(Exercise materials Opens)

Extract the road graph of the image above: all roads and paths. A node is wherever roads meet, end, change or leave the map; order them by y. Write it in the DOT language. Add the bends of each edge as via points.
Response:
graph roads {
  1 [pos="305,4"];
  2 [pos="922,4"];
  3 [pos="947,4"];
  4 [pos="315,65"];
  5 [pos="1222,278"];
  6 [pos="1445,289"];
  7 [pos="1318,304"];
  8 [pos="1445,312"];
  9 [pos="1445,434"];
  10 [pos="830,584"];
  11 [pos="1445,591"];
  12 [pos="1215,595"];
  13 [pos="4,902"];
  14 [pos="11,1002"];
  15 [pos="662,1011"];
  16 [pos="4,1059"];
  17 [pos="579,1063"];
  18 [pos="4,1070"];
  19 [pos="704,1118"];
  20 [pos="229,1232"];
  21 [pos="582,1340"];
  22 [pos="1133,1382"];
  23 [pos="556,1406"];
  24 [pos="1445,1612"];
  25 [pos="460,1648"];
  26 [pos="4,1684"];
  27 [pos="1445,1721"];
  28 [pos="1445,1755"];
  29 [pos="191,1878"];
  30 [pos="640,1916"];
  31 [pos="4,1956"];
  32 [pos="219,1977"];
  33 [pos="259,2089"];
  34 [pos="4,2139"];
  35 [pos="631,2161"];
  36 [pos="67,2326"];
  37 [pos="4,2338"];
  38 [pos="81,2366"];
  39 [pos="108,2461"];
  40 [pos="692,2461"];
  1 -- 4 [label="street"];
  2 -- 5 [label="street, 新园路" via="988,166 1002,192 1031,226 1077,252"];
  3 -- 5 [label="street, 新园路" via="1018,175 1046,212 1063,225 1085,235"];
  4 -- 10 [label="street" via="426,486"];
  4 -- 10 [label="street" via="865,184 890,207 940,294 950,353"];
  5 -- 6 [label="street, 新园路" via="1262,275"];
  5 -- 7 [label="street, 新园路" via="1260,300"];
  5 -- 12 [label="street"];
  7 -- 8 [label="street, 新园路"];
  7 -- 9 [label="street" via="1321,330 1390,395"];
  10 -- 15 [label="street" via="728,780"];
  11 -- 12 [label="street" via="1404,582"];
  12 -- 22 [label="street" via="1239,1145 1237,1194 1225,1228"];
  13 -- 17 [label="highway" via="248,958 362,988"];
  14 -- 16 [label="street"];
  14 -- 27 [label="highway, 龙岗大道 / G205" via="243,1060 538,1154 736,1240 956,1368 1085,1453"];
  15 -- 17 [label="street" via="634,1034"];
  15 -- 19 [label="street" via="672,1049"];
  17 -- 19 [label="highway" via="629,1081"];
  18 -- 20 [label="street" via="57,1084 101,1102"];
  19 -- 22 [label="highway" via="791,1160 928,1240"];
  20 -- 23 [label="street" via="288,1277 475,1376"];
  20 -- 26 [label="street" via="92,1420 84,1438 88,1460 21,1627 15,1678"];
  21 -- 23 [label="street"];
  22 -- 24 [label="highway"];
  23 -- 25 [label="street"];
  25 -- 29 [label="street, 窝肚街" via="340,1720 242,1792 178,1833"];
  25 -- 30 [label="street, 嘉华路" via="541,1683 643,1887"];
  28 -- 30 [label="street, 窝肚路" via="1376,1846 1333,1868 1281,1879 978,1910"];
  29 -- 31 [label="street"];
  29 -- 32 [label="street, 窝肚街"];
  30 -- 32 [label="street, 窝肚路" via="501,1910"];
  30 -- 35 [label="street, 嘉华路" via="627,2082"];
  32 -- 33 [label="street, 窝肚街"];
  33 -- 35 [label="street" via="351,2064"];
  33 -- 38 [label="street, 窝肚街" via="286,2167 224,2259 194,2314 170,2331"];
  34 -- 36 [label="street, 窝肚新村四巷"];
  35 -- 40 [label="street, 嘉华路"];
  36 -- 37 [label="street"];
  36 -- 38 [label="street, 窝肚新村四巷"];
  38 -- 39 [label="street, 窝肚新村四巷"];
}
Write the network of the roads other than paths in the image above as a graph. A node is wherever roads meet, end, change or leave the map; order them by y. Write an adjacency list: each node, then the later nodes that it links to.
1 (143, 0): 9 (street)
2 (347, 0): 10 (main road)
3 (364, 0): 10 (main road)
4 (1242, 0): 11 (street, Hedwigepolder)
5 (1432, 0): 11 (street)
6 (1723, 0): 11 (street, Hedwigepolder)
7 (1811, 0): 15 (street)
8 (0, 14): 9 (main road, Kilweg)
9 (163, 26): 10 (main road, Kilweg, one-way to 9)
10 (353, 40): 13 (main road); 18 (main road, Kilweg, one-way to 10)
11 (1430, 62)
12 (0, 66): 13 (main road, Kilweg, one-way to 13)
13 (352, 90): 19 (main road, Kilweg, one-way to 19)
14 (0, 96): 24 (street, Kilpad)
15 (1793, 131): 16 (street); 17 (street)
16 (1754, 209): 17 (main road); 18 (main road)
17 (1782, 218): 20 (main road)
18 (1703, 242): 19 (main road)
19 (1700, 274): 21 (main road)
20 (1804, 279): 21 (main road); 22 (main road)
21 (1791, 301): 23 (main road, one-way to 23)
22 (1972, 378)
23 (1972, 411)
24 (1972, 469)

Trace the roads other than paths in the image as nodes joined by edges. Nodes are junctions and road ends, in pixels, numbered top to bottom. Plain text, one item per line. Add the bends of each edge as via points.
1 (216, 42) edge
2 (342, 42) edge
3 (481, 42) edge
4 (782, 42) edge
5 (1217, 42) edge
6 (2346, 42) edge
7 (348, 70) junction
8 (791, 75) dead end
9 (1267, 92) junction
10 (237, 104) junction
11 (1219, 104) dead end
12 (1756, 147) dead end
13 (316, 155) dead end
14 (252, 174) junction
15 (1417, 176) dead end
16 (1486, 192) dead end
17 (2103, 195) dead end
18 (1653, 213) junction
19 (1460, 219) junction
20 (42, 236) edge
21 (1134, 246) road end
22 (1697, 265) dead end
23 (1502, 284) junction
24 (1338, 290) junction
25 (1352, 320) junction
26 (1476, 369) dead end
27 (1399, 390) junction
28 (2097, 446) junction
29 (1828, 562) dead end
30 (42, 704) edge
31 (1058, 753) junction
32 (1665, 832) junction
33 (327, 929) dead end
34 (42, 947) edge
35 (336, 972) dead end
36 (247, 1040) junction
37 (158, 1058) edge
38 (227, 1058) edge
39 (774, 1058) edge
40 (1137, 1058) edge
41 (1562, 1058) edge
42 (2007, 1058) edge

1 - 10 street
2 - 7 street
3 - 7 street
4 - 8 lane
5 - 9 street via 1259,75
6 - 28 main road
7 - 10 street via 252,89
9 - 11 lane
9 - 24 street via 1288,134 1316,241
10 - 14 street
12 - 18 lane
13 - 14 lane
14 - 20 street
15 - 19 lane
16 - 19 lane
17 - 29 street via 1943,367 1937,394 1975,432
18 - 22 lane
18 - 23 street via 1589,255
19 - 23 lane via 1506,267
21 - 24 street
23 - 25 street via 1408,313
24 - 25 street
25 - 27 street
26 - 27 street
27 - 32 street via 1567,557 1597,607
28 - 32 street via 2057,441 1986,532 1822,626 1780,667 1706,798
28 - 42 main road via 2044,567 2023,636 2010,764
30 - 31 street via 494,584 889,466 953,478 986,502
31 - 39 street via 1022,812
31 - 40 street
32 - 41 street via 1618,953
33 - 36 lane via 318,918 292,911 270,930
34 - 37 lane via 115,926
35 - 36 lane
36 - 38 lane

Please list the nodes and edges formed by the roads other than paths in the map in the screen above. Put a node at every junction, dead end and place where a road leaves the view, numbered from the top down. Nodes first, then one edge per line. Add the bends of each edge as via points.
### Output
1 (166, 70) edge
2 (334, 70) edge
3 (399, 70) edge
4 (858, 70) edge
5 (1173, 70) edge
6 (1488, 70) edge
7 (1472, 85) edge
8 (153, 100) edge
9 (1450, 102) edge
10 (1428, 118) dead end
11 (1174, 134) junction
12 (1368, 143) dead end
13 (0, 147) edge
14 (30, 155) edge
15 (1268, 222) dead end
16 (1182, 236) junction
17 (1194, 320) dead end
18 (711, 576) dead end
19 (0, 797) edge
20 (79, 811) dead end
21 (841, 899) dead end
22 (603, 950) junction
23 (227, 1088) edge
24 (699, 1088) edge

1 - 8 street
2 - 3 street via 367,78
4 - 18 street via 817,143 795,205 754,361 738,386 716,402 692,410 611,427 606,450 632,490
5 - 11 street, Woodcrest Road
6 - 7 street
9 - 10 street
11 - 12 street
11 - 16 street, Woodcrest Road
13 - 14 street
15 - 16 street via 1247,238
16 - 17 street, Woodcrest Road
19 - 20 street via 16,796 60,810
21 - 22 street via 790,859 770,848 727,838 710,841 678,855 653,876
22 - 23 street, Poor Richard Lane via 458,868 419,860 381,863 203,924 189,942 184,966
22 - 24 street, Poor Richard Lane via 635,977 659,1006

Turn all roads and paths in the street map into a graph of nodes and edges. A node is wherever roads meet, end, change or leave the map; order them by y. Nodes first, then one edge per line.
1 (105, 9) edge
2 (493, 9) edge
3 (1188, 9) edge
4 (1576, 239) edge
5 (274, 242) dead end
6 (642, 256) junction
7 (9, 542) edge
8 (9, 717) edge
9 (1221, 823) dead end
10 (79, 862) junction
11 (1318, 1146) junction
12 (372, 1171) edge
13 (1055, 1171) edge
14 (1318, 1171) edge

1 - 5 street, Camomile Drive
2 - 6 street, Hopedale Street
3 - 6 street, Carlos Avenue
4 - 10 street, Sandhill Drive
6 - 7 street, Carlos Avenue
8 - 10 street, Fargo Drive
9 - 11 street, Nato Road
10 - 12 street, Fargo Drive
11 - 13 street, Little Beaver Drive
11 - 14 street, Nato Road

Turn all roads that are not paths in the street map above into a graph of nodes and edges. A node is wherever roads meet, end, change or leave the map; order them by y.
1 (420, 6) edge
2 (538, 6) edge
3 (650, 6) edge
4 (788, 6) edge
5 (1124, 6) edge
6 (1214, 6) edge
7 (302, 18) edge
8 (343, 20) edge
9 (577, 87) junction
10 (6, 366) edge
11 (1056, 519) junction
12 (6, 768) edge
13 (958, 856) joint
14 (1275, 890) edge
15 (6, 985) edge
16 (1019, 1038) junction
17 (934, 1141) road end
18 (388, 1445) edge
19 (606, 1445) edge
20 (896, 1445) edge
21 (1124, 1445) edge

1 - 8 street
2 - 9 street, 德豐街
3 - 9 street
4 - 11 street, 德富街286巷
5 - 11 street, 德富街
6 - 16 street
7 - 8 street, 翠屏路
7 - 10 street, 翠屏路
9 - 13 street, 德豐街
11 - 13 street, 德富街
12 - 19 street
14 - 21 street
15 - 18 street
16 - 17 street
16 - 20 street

(Exercise materials Closes)

Nothing but the lines from the line with "Turn all roads that" to the last line of the listing above should appear; please retype them exactly, both ends included.

_Answer for this exercise_.
Turn all roads that are not paths in the street map above into a graph of nodes and edges. A node is wherever roads meet, end, change or leave the map; order them by y.
1 (420, 6) edge
2 (538, 6) edge
3 (650, 6) edge
4 (788, 6) edge
5 (1124, 6) edge
6 (1214, 6) edge
7 (302, 18) edge
8 (343, 20) edge
9 (577, 87) junction
10 (6, 366) edge
11 (1056, 519) junction
12 (6, 768) edge
13 (958, 856) joint
14 (1275, 890) edge
15 (6, 985) edge
16 (1019, 1038) junction
17 (934, 1141) road end
18 (388, 1445) edge
19 (606, 1445) edge
20 (896, 1445) edge
21 (1124, 1445) edge

1 - 8 street
2 - 9 street, 德豐街
3 - 9 street
4 - 11 street, 德富街286巷
5 - 11 street, 德富街
6 - 16 street
7 - 8 street, 翠屏路
7 - 10 street, 翠屏路
9 - 13 street, 德豐街
11 - 13 street, 德富街
12 - 19 street
14 - 21 street
15 - 18 street
16 - 17 street
16 - 20 street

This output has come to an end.